This convention is useful in CI/CD and container environments where you set configuration via environment variables rather than files.

AWS Secrets Manager Provider

In production, your pipelines run on ephemeral infrastructure (Prefect workers, ECS tasks) where local secrets.toml files don't exist. Rather than setting dozens of environment variables, you can integrate dlt directly with AWS Secrets Manager using a custom configuration provider.

dlt's configuration system supports custom providers that plug into its resolution chain.
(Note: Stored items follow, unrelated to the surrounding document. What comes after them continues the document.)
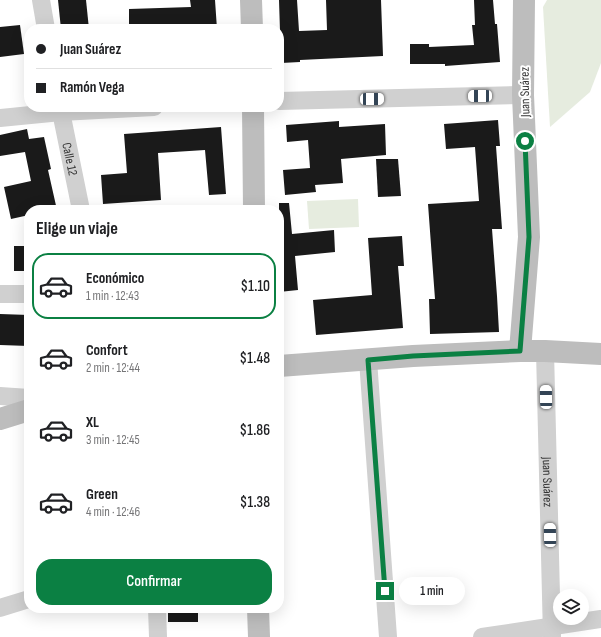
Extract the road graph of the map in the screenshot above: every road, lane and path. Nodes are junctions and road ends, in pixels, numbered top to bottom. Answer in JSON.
{"nodes":[{"id":1,"x":41,"y":0,"type":"edge"},
{"id":2,"x":251,"y":0,"type":"edge"},
{"id":3,"x":524,"y":0,"type":"edge"},
{"id":4,"x":45,"y":24,"type":"edge"},
{"id":5,"x":252,"y":24,"type":"edge"},
{"id":6,"x":524,"y":95,"type":"junction"},
{"id":7,"x":284,"y":101,"type":"edge"},
{"id":8,"x":46,"y":112,"type":"edge"},
{"id":9,"x":61,"y":112,"type":"edge"},
{"id":10,"x":253,"y":112,"type":"edge"},
{"id":11,"x":0,"y":118,"type":"edge"},
{"id":12,"x":80,"y":205,"type":"edge"},
{"id":13,"x":254,"y":205,"type":"edge"},
{"id":14,"x":0,"y":294,"type":"edge"},
{"id":15,"x":24,"y":294,"type":"edge"},
{"id":16,"x":520,"y":351,"type":"junction"},
{"id":17,"x":545,"y":351,"type":"junction"},
{"id":18,"x":601,"y":354,"type":"edge"},
{"id":19,"x":368,"y":360,"type":"junction"},
{"id":20,"x":284,"y":366,"type":"edge"},
{"id":21,"x":0,"y":396,"type":"edge"},
{"id":22,"x":24,"y":398,"type":"edge"},
{"id":23,"x":24,"y":412,"type":"edge"},
{"id":24,"x":0,"y":419,"type":"edge"},
{"id":25,"x":24,"y":601,"type":"edge"},
{"id":26,"x":0,"y":608,"type":"edge"},
{"id":27,"x":157,"y":613,"type":"edge"},
{"id":28,"x":258,"y":613,"type":"edge"},
{"id":29,"x":601,"y":619,"type":"edge"},
{"id":30,"x":552,"y":632,"type":"edge"},
{"id":31,"x":158,"y":637,"type":"edge"},
{"id":32,"x":259,"y":637,"type":"edge"},
{"id":33,"x":388,"y":637,"type":"edge"},
{"id":34,"x":482,"y":637,"type":"edge"}],
"edges":[{"from":1,"to":4,"type":"street"},
{"from":2,"to":5,"type":"street"},
{"from":3,"to":6,"type":"street","name":"Juan Suárez"},
{"from":6,"to":7,"type":"street"},
{"from":6,"to":16,"type":"street","name":"Juan Suárez"},
{"from":8,"to":11,"type":"street"},
{"from":9,"to":12,"type":"street","name":"Calle 12"},
{"from":10,"to":13,"type":"street"},
{"from":14,"to":15,"type":"street"},
{"from":16,"to":17,"type":"street"},
{"from":16,"to":19,"type":"street"},
{"from":17,"to":18,"type":"street"},
{"from":17,"to":30,"type":"street","name":"Juan Suárez"},
{"from":19,"to":20,"type":"street"},
{"from":19,"to":33,"type":"street"},
{"from":21,"to":22,"type":"street"},
{"from":23,"to":24,"type":"street"},
{"from":25,"to":26,"type":"street"},
{"from":27,"to":31,"type":"street"},
{"from":28,"to":32,"type":"street"},
{"from":29,"to":30,"type":"street"},
{"from":30,"to":34,"type":"street"}]}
When dlt needs a configuration value (like destination.snowflake.credentials.password), it queries each registered provider in order until one returns a value.

Create utils/vault_provider.py:

"""Custom dlt configuration provider for AWS Secrets Manager."""

import json
import logging
from functools import lru_cache
from typing import Any

import boto3
from botocore.exceptions import ClientError
from dlt.common.configuration.providers import ConfigProvider

logger = logging.getLogger(__name__)

# Maps dlt config paths to AWS Secrets Manager secret names.
# When dlt resolves a config value, it passes the section path
# (e.g. "destination", "snowflake", "credentials") and the key
# (e.g. "password"). This map matches section paths to secrets.
SECRET_MAP = {
    "destination.snowflake.credentials": "dlt/snowflake-credentials",
    "destination.filesystem.credentials": "dlt/s3-credentials",
    "sources.open_exchange_rates": "dlt/open-exchange-rates",
    "sources.clever_cloud": "dlt/clever-cloud-postgres",
    "sources.hubspot": "dlt/hubspot-api-key",
}


@lru_cache(maxsize=32)
def _fetch_secret(secret_name: str, region: str) -> dict[str, Any]:
    """Fetch and cache a secret from AWS Secrets Manager.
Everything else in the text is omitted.